И что сказать о 2000 годе, вездесущем, как всегда…: БДС, представители автономистов, которые не признают терроризм, насчитывают 400 «настоящих» бойцов, и им удается «взять» примерно 4 % голосов; БДС также поддерживает контакты с Коммунистической партией и Социалистической партией во время предвыборных периодов. После официального коммюнике Матиньона (20 июля 2000 года) о будущем Корсики — этого текста, о котором можно было в то время спросить, видя его последствия в периферийных регионах на континенте, все ли в нем правильно, — все тот же БДС через своего официального представителя[105] заявил, что статус Жоспена «явился прекрасным стимулом для Бретани», уточнив даже, что «уже свершившимся фактом является то, что вопрос о статусе внутренней автономии для полуострова будет основной политической ставкой» на региональных выборах 2004 года; БДС удержался от того, чтобы представить план, нацеленный на то, чтобы в наилучших деталях Бретань смогла «достичь автономии власти, которой требуют ее культурная сущность и ее географическое положение». Однако, БДС затронул очень серьезную проблему упадка родного языка, и это несмотря на создание школ с бретонским языком («Диван») на различных уровнях образования, начиная с начальной школы, — в 1997 году в западной Бретани едва ли 1 % жителей в возрасте от 15 до 19 лет заявили о том, что могут хотя бы изъясняться по-бретонски[106].
Говоря о нынешних организациях гораздо более экстремистского толка, какими бы малочисленными они не были, скажем только, что «Энганн», организация, которая время от времени подкладывает бомбы, состоит из примерно пятидесяти террористов, разделенных на приблизительно двенадцать отрядов, количество боевиков в которых колеблется от трех до пяти человек в каждом (?).

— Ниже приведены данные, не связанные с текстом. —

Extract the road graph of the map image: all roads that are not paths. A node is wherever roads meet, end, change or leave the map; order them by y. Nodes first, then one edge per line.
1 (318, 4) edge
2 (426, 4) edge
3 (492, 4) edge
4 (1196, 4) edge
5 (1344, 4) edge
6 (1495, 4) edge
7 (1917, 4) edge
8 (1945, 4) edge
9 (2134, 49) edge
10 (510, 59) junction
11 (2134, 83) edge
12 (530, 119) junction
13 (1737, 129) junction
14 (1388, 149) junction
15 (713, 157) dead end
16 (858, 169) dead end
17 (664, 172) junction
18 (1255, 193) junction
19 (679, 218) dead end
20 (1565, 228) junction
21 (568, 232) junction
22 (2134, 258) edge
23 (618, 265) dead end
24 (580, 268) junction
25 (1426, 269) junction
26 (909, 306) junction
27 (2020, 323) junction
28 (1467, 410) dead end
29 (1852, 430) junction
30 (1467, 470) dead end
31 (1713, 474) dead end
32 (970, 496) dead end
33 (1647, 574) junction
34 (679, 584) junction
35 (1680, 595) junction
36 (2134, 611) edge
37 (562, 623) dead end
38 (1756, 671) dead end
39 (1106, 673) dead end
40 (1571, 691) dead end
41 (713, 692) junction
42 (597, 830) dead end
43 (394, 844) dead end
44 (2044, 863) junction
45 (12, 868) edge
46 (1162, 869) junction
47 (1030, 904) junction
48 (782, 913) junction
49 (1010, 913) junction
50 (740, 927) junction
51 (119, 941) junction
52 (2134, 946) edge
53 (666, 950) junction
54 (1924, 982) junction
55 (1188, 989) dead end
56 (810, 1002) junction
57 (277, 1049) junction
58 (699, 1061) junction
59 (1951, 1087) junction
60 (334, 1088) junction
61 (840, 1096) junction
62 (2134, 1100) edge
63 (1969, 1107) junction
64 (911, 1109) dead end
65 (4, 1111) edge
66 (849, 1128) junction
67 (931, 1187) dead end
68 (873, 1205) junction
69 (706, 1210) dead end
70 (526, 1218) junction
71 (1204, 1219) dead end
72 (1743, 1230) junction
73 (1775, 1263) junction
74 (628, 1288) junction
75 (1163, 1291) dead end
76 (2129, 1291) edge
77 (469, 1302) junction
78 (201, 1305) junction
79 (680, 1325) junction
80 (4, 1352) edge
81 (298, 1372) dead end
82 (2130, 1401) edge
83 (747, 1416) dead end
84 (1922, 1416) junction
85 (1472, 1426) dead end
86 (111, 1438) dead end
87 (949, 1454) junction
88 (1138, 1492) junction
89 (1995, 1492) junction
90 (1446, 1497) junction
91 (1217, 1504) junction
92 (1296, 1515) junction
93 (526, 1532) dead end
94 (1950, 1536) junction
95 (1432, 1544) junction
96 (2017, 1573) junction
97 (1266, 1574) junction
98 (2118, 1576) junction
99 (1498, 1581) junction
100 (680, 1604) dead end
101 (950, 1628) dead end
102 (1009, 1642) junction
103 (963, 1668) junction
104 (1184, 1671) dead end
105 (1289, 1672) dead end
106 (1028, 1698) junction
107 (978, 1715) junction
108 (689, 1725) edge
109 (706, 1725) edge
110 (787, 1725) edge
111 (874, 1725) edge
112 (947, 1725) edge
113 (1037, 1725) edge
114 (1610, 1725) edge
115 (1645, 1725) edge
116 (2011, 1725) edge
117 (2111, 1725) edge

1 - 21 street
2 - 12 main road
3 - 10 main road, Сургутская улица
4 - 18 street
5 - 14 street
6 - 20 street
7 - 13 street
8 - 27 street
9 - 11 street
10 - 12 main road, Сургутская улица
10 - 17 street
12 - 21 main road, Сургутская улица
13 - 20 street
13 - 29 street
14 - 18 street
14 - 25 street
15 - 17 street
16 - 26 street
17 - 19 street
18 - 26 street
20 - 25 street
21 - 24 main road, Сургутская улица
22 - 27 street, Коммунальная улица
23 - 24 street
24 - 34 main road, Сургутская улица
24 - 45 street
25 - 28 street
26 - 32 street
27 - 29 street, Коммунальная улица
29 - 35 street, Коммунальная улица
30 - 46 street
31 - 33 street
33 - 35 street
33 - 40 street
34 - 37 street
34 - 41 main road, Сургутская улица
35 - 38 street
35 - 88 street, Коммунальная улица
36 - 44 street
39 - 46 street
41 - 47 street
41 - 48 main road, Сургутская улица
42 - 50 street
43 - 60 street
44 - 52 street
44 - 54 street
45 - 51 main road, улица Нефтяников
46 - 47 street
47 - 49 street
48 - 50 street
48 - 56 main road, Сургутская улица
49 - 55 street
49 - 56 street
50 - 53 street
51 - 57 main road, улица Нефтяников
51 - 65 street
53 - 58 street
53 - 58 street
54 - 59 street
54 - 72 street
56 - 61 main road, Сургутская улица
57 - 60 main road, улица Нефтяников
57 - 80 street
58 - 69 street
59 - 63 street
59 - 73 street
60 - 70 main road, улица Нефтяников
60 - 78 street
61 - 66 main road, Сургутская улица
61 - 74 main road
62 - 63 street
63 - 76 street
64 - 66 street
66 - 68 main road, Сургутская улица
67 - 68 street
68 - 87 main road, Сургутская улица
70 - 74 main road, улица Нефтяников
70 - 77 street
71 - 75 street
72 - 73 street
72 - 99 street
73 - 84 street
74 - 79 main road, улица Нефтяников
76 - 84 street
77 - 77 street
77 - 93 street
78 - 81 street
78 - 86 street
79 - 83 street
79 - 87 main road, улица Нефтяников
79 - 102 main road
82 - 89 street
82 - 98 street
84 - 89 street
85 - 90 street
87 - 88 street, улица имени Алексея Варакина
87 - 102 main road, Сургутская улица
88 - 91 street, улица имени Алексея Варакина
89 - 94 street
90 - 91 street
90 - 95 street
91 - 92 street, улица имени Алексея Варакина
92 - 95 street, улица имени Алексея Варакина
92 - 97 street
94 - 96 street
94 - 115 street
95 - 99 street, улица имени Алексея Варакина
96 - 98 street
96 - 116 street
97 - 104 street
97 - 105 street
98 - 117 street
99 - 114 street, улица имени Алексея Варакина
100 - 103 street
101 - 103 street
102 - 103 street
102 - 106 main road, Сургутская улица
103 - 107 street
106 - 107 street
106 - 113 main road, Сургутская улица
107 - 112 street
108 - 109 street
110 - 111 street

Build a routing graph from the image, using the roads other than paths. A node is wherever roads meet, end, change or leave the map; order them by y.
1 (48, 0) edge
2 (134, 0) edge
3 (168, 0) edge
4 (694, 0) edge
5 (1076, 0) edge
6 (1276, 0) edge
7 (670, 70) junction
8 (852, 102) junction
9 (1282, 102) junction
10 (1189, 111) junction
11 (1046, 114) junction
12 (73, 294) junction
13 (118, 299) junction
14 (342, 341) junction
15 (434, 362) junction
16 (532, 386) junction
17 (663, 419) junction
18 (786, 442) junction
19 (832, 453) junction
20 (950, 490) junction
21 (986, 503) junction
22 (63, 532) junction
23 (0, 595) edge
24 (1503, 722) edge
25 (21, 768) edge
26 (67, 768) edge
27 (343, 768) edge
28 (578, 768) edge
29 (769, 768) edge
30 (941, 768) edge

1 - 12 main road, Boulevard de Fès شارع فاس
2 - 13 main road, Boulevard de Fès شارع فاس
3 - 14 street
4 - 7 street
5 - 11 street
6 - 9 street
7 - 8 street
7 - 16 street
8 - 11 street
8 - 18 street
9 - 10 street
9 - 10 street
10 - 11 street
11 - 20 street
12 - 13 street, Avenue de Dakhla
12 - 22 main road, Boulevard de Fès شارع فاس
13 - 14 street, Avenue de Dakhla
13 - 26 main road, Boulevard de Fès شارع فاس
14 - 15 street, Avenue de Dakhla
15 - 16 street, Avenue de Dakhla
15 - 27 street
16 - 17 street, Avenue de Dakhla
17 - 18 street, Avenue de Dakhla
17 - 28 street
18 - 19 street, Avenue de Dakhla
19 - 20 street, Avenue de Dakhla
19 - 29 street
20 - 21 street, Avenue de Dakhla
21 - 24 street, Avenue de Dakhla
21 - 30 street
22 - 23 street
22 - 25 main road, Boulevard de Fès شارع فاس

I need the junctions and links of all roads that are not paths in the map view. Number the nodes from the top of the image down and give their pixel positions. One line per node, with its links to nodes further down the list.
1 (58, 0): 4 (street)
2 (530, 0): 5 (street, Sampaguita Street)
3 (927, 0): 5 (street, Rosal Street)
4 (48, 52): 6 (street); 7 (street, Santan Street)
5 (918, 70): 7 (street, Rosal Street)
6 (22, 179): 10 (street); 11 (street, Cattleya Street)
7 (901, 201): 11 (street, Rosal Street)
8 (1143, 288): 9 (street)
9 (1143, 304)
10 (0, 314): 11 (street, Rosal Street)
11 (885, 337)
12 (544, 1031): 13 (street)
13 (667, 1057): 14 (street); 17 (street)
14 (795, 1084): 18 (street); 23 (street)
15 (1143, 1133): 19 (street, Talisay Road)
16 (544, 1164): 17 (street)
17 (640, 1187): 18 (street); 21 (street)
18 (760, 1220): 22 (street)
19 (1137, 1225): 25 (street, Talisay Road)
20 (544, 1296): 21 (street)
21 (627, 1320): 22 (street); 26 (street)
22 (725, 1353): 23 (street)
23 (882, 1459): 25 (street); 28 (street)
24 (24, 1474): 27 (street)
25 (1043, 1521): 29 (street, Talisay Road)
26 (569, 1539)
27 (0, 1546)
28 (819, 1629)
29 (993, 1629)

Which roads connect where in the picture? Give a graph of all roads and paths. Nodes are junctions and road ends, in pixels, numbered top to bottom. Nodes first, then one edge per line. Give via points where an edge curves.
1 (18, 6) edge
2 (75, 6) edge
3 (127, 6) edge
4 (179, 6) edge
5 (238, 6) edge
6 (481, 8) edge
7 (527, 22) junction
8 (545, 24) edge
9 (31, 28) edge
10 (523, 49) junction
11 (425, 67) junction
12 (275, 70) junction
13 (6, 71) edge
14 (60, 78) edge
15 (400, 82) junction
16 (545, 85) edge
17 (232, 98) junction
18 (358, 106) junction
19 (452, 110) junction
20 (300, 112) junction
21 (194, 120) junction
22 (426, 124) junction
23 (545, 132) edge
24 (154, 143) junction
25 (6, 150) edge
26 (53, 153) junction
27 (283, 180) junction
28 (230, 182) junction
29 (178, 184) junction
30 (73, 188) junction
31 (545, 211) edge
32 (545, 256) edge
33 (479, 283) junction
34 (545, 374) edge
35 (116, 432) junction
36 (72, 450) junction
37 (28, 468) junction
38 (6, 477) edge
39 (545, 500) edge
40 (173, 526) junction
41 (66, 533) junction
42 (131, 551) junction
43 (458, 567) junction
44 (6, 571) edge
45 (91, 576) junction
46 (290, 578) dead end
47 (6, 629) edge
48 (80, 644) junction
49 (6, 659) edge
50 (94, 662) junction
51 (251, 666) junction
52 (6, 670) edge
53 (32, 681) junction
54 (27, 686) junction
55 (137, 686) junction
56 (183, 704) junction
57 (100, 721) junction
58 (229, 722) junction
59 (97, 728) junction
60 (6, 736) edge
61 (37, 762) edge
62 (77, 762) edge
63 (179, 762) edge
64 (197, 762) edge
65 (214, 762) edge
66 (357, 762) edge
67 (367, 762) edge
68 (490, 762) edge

Региональные политики[107] из крупных национальных партий, наконец, которые, со своей стороны, не являются ни автономистами, ни националистами (Жан-Ив Ле Дриан, Ивон Бурж), требуют прежде всего децентрализации для культурной деятельности, обустройства территории и транспорта. Настал ли момент напомнить, ведь некоторые имеют тенденцию об этом «забывать», что хозяйственные ведомства департаментов внесли огромный вклад в то, чтобы развить в Бретани великолепную систему дорог и шоссе (не будем даже говорить о скоростных поездах), такую сеть, что ей бы охотно позавидовала моя родная Нормандия, полностью чистая как от бомб, так и от терроризма, и которая даже не требует нового объединения старой провинции, которая сейчас как никогда разбита на два региона, Нижнюю и Верхнюю Нормандию, со столицами в Кане и Руане… Это значит, что в нашей Бретани к концу 2000 года обозначились также признаки пацифизма, или, точнее, некоторого успокоения: 28 ноября нынешнего года поступила информация, что БРА (Бретонская революционная армия, действующая иногда достаточно жестокими методами…) вернула некоторую часть от восьми тонн ранее украденной взрывчатки, а остальную часть она до того переуступила своим баскским «товарищам»…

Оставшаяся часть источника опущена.